I have cycled about 23,000 kilometer so far. This is my first cycle trip and I started in the Netherlands in May 2012.
So far I have cycled through 26 countries including Belgium, France, Spain, Morocco, Western Sahara, Mauritania, Senegal, The Gambia, Guinea Bissau, Guinea Conakry, Sierra Leone, Liberia, Ivory Coast, Ghana, Togo, Benin, Nigeria, Cameroon, Turkey, Georgia, Armenia, Iraq Kurdistan, Iran, The United Arab Emirates, Oman and I am in India at the moment (June 2014).
1. Why are you going solo? If there was the perfect partner for you, would you consider sharing your adventure?
I am going solo because I have always traveled solo. Perhaps that’s because I am very comfortable on my own. It could very well be that on your own impressions are undiluted. No one is disturbing my feelings with their comments or thoughts. Perhaps I am quickly bored of guys I fall in love with. Perhaps I find it easier to be alone too, as being with someone most of the times requires compromises or adjustments. The older I get, the less flexible I tend to be towards lovers. Let’s face it: I am very happy! It takes very little for a partner to keep the balance I have, thus keeping my contentment. Most guys want to give me a lot, like giving me the feeling as if they have to protect me…
If there was the perfect partner I would surely let him join in my adventure, because I have experienced that happiness might become more wholesome if you are with a ‘perfect’ partner. First I cycled a few weeks with an American guy (who became a temporarily partner) but because of too many compromises and too big a difference in approach to life in general and cycling in particular, I soon wished to be on my own again. Later on I cycled a bit together with two Irish brothers and a French guy and we had quite the ‘perfect’ marriage. One would cook (me), one would gather all the vegetables, one would cut the veggies and one would relax. It worked out perfectly well. The secret was none of us had the feeling to be compromising. And none of them tried to protect me neither, on the contrary, having 3 ‘husbands’ made it rather difficult!
2. What do you like most while being on the road?

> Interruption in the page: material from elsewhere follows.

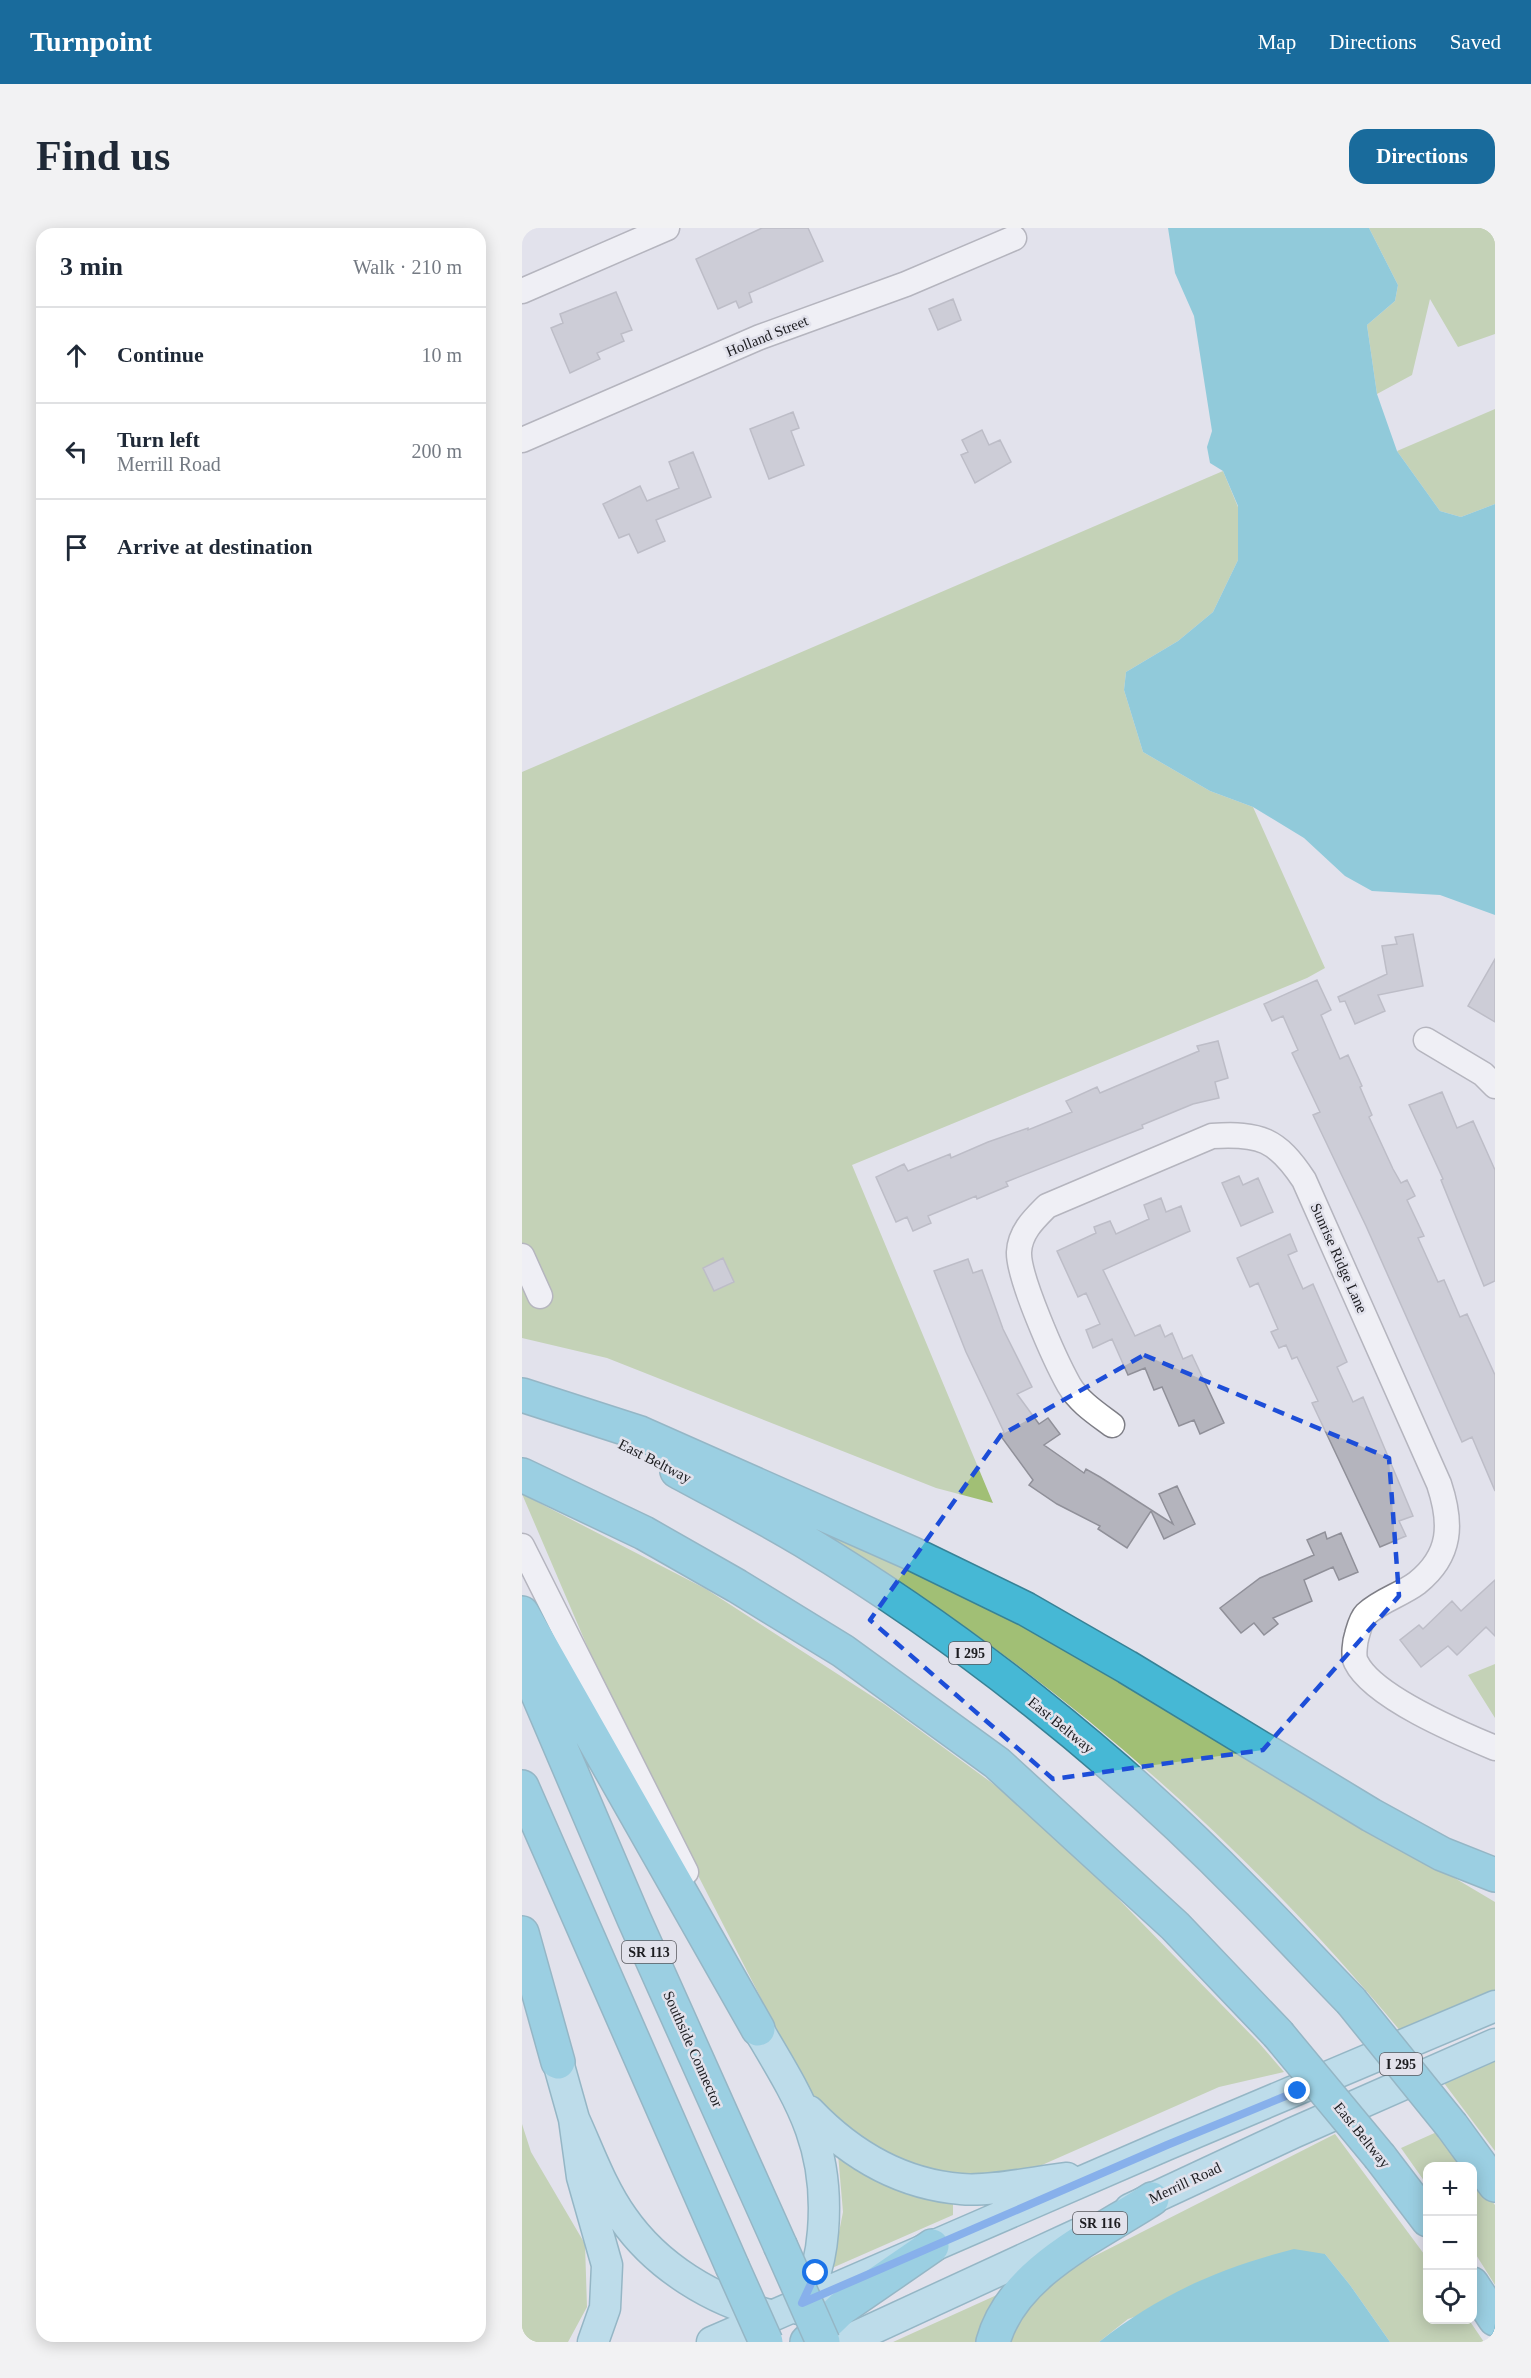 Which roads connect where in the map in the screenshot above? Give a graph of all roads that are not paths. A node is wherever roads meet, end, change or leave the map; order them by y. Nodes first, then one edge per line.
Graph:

The simplicity. Relying on the nature and people. There is hardly any disturbance of unsettling needs like contracts, duties, bills or payments. With a few countries as exceptions (for example India) you only need to focus on getting from A to B through an abundance of nature. What drives me is the desire to get more of the beauty I am in, or to get out of the insanity I am in. Either way, cycling is about keep moving through the world, an incredible beautiful creation! Being on the road gives freedom in the sense that you make the decision.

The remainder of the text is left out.